The Implications of Deepening Ties
Within this environment, the deepening ties between Oman and China have several implications for Oman’s economy. Between 2002-2009 Beijing replaced Japan as the top importer of Oman’s crude, nearly doubling its share. Nevertheless, Oman’s portfolio of crude oil importers was still much more diverse in 2009, with China accounting for roughly a third (36.6 percent), followed by Japan (19.1 percent), Thailand (15.4 percent), South Korea (11.9 percent), Taiwan (8.2 percent) and the US (6.9 percent). A decade later, in 2019, China already overwhelmingly dominated this group, consuming over two-thirds of Oman’s crude exports, whereas Japan (7.5 percent), India (4.8 percent) and Korea (3.4 percent), the only other significant partners, had only minor shares. Such over-reliance on one importing country, coupled with the country’s overall dependence on hydrocarbons for most government revenues, puts Oman in a vulnerable position. This situation is further exponentiated by the oil market’s susceptibility to economic shocks, as recently evidenced by the COVID-19 pandemic. In June 2020, China’s crude imports from Oman neared 95%. However, China is not heavily dependent on Oman for its crude oil as Oman made up only 6.87 percent of China’s total crude oil imports in 2019, which shows the imbalance of the relationship, providing Beijing potential leverage over Muscat.
The nature of BRI itself has also raised concerns, most notably concerning the lack of transparency, corruption and the recipient incurring unsustainable levels of debt.
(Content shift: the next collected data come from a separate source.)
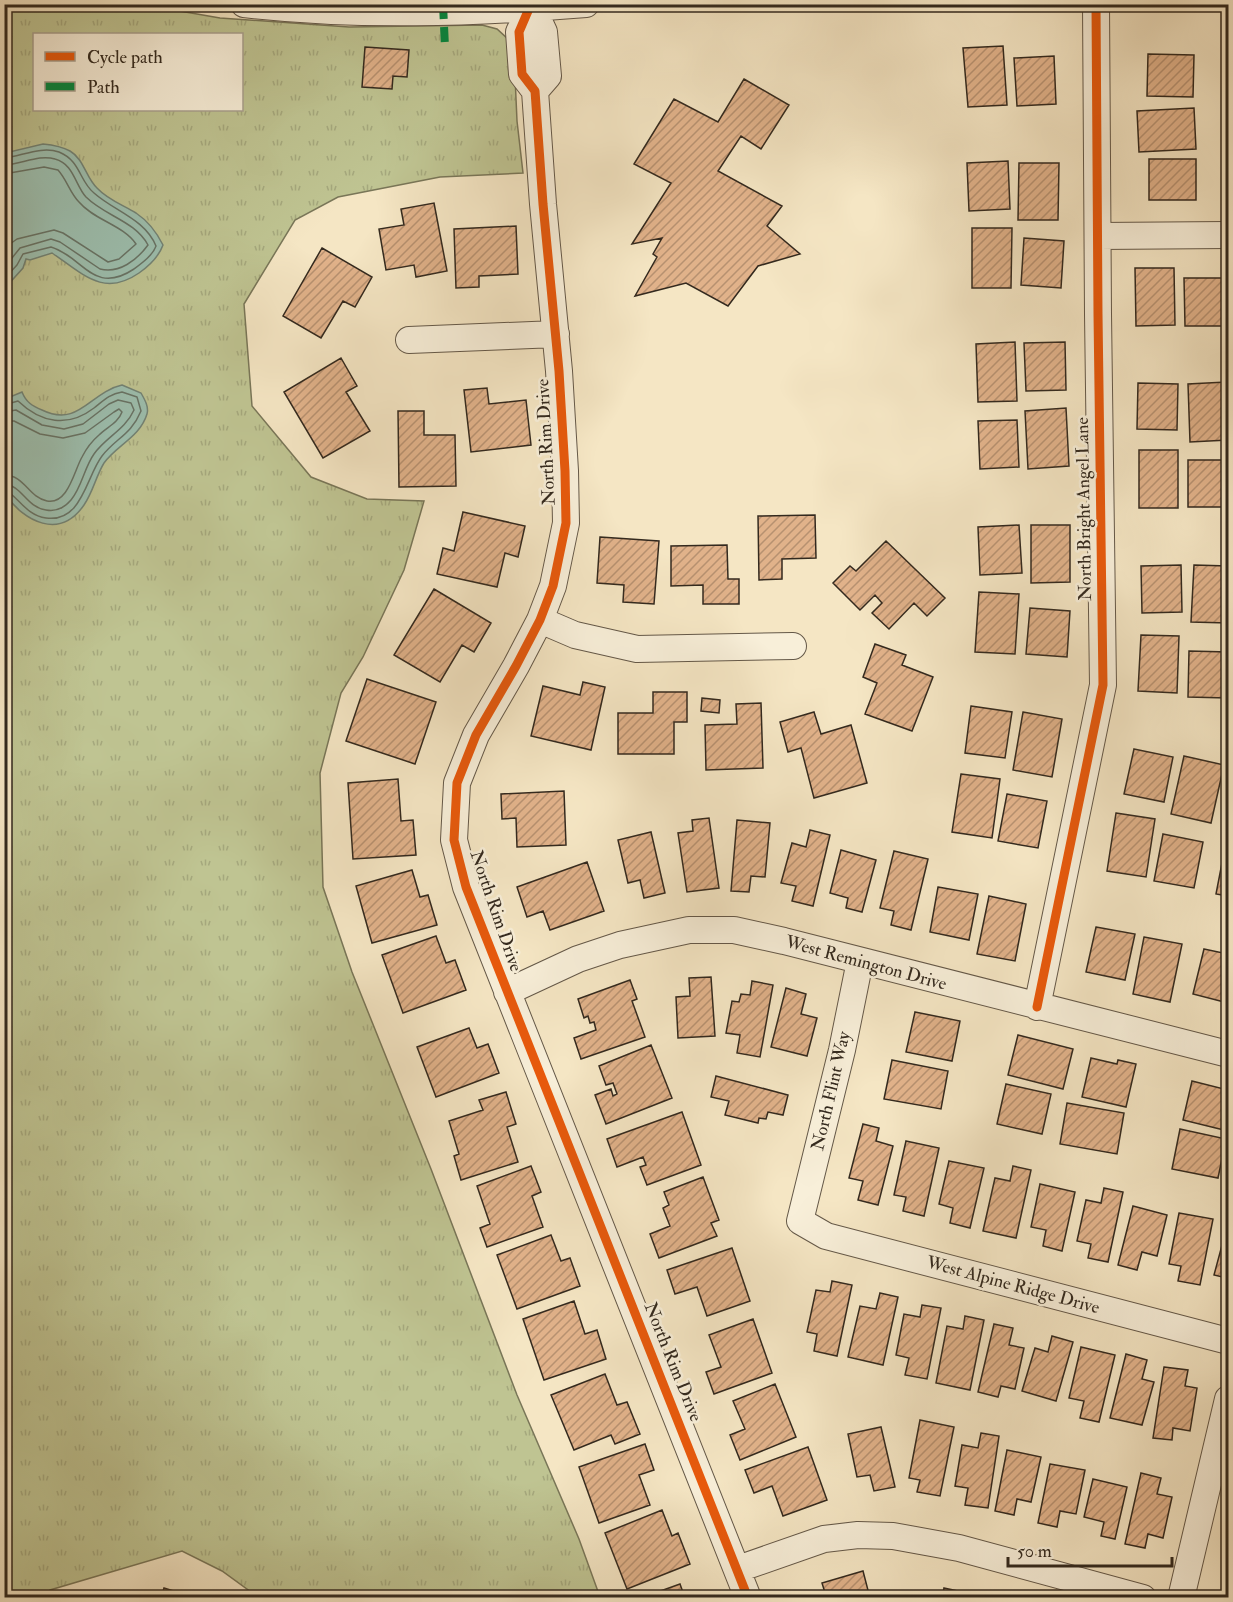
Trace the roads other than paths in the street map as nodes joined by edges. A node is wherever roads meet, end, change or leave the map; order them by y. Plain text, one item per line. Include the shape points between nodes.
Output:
1 (244, 4) edge
2 (586, 4) edge
3 (1096, 4) edge
4 (531, 6) edge
5 (1228, 235) edge
6 (1098, 236) junction
7 (556, 334) junction
8 (409, 340) dead end
9 (540, 620) junction
10 (793, 646) dead end
11 (860, 961) junction
12 (507, 992) junction
13 (1037, 1007) junction
14 (1228, 1054) edge
15 (801, 1221) joint
16 (1228, 1341) edge
17 (1228, 1399) edge
18 (738, 1569) junction
19 (748, 1598) edge
20 (1143, 1598) edge
21 (1181, 1598) edge

1 - 4 street via 429,12
2 - 4 street
3 - 6 street, North Bright Angel Lane
4 - 7 street, North Rim Drive via 544,32 548,76 535,91
5 - 6 street
6 - 13 street, North Bright Angel Lane via 1103,685
7 - 8 street
7 - 9 street, North Rim Drive via 566,523 553,586
9 - 10 street via 575,635 637,649
9 - 12 street, North Rim Drive via 476,735 457,783 454,840 466,887
11 - 12 street, West Remington Drive via 734,930 689,930 620,945
11 - 13 street, West Remington Drive
11 - 15 street, North Flint Way
12 - 18 street, North Rim Drive
13 - 14 street, West Remington Drive
15 - 16 street, West Alpine Ridge Drive via 826,1236
17 - 21 street
18 - 19 street, North Rim Drive
18 - 20 street via 824,1539 893,1536 959,1548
While the BRI has provided Oman with vital funds for projects to develop its economy, the Sultanate is vulnerable to such debt entrapment, meaning investments should be approached cautiously. Moreover, the BRI projects tend to employ Chinese – as opposed to local – labour and firms for construction, leading to fewer employment opportunities for locals, which, in turn, limits opportunities for economic growth and development. Another factor is the increasing regional competition for FDI, particularly with Iran, with whom China is currently negotiating an agreement that could include investments in free trade zones, infrastructure, ICT and discounted oil supplies. Such issues should be carefully considered to ensure Oman is not exacerbating its economic situation or jeopardising its geopolitical position as a neutral actor.
China’s increasing economic presence in Oman represents a larger Chinese investment trend in the Gulf Cooperation Council (GCC). China has invested in countless projects in all the Arab Gulf nations; for example, recently, China’s Silk Road Fund acquired a 49 percent stake in Saudi Arabia’s ACWA Power Renewable Energy Holding. Accordingly, the Chinese investments and contracts in the region have risen from $1.35 billion (1.14 billion EUR) in 2005 to $12.43 billion (10.5 billion EUR) in 2019. This trend is likely to continue amid the intensifying competition between China and the US, a key player in the Gulf. Bearing this in mind, Oman should diversify its crude oil exports to reduce China’s domination over the oil sector, and by extension government revenues, which has left it in a more vulnerable position financially and politically; by doing so, Muscat would strengthen its position vis-à-vis Beijing.